Directions:
Read the records beneath this task and copy every line that contains the string "main".

Stored data entries:
##########

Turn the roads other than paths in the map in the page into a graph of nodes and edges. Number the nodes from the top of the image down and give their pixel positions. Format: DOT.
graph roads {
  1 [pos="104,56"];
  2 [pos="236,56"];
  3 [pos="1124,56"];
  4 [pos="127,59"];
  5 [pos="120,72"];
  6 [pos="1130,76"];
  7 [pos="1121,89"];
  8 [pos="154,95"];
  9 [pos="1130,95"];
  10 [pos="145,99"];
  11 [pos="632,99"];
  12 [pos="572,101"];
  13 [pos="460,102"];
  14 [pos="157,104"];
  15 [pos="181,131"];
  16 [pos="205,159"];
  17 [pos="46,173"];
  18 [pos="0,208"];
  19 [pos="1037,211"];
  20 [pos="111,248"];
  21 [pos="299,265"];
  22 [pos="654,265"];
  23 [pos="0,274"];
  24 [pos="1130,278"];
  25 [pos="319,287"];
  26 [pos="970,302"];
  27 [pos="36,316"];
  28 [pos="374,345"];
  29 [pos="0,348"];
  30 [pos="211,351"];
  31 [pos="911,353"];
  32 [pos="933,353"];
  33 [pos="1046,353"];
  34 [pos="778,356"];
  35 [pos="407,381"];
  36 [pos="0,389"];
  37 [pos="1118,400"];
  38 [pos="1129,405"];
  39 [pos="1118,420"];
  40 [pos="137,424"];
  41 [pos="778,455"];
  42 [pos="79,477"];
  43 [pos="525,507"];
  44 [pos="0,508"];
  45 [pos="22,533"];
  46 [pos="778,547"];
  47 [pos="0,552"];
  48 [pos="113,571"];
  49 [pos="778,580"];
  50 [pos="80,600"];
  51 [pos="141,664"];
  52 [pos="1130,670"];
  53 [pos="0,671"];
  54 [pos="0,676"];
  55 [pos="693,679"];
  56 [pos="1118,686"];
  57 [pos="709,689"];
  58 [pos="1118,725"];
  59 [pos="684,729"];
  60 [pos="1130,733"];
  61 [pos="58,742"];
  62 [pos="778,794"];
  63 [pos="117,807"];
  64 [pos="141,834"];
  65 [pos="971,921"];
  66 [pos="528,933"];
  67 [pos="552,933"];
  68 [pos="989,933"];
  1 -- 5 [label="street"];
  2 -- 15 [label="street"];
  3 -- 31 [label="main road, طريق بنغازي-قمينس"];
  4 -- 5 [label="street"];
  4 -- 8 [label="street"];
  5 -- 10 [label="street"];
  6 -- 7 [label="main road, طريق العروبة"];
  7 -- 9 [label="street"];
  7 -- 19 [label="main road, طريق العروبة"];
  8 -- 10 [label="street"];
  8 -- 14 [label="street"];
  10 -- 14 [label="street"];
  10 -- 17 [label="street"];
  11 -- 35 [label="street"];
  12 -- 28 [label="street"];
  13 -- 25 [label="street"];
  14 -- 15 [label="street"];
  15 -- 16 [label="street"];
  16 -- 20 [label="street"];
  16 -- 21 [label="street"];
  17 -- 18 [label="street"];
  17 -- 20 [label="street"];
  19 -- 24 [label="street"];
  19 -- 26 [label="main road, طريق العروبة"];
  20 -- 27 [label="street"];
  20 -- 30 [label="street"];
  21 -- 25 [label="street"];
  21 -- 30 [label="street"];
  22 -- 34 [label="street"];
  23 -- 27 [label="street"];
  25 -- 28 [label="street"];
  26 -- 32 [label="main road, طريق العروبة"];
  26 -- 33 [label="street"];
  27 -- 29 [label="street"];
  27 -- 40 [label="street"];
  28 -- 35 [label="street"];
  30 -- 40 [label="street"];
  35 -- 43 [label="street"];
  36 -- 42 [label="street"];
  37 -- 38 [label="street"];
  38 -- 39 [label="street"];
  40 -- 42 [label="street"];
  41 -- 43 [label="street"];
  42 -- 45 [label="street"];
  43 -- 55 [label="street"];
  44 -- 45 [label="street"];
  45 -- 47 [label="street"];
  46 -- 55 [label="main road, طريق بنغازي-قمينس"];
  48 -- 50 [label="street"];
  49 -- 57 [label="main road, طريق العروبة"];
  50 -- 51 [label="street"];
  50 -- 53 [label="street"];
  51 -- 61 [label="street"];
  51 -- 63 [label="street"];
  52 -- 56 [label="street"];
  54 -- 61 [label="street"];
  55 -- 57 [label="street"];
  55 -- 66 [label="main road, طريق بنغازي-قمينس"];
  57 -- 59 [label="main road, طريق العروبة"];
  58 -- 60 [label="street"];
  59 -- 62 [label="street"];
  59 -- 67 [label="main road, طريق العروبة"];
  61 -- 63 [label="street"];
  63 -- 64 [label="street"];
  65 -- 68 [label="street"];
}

##########

Task solution:
  3 -- 31 [label="main road, طريق بنغازي-قمينس"];
  6 -- 7 [label="main road, طريق العروبة"];
  7 -- 19 [label="main road, طريق العروبة"];
  19 -- 26 [label="main road, طريق العروبة"];
  26 -- 32 [label="main road, طريق العروبة"];
  46 -- 55 [label="main road, طريق بنغازي-قمينس"];
  49 -- 57 [label="main road, طريق العروبة"];
  55 -- 66 [label="main road, طريق بنغازي-قمينس"];
  57 -- 59 [label="main road, طريق العروبة"];
  59 -- 67 [label="main road, طريق العروبة"];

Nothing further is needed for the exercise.